ブチルゴムとプチブルがなんとなく似ているということ、
しかもそのことブチルゴムがオーディオ雑誌にも登場しはじめていたこともあわせて、
あれこれ話してこともあった。

Jr.さんが、いじらしく──と書いているのは、
68号掲載の「続々JBL4343研究」のことである。

サブタイトルとして、
「旧アルニコ・タイプのオーナーにつかいこなしのハイテクニック教えます」とついて、
講師・井上卓也、元ユーザー・黒田恭一とある。

Jr.さんが、そう書きたくなる気持もわからなくもないが、
オーディオはいじらしいことの積み重ねで音が良くなっていくのも、また事実であり、
68号の「続々JBL4343研究」は測定データを示しての、使いこなしの記事である。
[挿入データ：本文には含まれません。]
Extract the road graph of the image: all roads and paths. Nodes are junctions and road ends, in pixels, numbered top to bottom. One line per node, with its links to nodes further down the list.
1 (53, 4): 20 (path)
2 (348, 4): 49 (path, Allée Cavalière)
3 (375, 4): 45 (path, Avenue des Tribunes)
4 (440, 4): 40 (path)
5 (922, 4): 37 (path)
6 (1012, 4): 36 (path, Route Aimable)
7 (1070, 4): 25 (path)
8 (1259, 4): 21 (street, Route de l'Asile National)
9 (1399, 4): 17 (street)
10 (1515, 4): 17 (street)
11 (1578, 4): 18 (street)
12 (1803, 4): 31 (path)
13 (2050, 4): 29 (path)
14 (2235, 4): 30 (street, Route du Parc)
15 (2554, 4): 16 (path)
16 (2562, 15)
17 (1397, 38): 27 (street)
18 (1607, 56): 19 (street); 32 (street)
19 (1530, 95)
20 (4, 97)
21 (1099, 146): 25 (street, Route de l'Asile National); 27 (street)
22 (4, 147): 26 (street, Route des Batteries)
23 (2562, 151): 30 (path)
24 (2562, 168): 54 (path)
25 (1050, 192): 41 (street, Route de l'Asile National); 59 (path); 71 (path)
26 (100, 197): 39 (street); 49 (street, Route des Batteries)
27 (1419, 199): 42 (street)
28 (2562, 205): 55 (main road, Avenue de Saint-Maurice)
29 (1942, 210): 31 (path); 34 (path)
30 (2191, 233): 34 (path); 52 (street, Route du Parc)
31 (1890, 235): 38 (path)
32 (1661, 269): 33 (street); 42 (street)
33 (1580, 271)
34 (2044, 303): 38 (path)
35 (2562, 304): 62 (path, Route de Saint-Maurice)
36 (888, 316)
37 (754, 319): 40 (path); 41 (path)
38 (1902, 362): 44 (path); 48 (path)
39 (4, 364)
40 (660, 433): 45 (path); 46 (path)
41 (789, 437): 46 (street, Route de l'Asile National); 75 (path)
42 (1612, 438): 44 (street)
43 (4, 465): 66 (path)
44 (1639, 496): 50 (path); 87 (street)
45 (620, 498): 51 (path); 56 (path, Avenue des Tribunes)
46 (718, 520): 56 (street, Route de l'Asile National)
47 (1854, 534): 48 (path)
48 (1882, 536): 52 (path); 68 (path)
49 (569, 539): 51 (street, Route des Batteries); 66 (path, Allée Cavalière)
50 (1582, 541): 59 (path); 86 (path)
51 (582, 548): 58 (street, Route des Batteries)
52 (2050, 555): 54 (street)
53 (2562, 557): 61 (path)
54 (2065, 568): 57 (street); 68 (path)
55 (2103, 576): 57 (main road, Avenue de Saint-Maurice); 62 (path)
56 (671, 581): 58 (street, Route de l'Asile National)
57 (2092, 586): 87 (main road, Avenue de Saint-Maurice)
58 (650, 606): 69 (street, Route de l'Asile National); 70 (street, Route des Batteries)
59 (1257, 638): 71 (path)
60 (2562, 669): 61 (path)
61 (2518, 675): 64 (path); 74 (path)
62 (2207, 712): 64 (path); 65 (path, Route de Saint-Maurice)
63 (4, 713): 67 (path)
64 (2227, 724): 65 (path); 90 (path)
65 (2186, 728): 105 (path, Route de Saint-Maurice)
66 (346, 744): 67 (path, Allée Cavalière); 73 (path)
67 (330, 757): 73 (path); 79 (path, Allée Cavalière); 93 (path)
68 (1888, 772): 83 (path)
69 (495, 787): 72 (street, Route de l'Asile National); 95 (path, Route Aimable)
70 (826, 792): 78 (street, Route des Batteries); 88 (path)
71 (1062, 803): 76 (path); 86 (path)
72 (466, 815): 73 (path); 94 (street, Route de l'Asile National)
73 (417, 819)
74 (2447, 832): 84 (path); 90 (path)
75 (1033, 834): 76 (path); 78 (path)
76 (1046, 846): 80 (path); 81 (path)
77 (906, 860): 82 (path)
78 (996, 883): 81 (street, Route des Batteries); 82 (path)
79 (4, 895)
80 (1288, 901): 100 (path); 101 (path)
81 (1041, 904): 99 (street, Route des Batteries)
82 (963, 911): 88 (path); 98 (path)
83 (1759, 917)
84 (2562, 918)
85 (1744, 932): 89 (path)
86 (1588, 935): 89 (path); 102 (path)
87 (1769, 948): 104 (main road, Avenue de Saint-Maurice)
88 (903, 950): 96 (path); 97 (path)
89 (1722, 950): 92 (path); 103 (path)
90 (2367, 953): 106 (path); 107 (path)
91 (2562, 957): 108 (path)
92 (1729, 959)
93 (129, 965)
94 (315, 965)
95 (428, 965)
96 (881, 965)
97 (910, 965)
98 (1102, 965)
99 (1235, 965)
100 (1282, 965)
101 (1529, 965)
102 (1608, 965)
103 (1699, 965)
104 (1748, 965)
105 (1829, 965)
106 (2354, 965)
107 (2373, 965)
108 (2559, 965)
ただ68号の記事を読んで、表面的にマネしただけでは、
ほとんど効果は得られないし、そんなマネゴトよりは、
確かに「教訓的な行為」といえるのが、
コンクリートホーンをハンマーで敲きこわす行為であり、
4343に火を放って、火の粉をはらい落しながら聴く行為なのは、同感である。

この項でも、別項でも取り上げている十年以上前のステレオサウンドの、
「名作4343を現代に甦らせる」という記事。

この連載で最後に完成(?)した4343のユニットを使っただけの、
どう好意的に捉えようとしても、4343を現代に甦らせたとはいえない──、
そんなスピーカーの試聴を行ったオーディオ評論家(商売屋)の耳には、
「70年代オーディオシーンの残り音」を聴こえてこなかったのか、
風情もなかったのか。

「名作4343を現代に甦らせる」から教訓的なことを得られた人は、いるのか。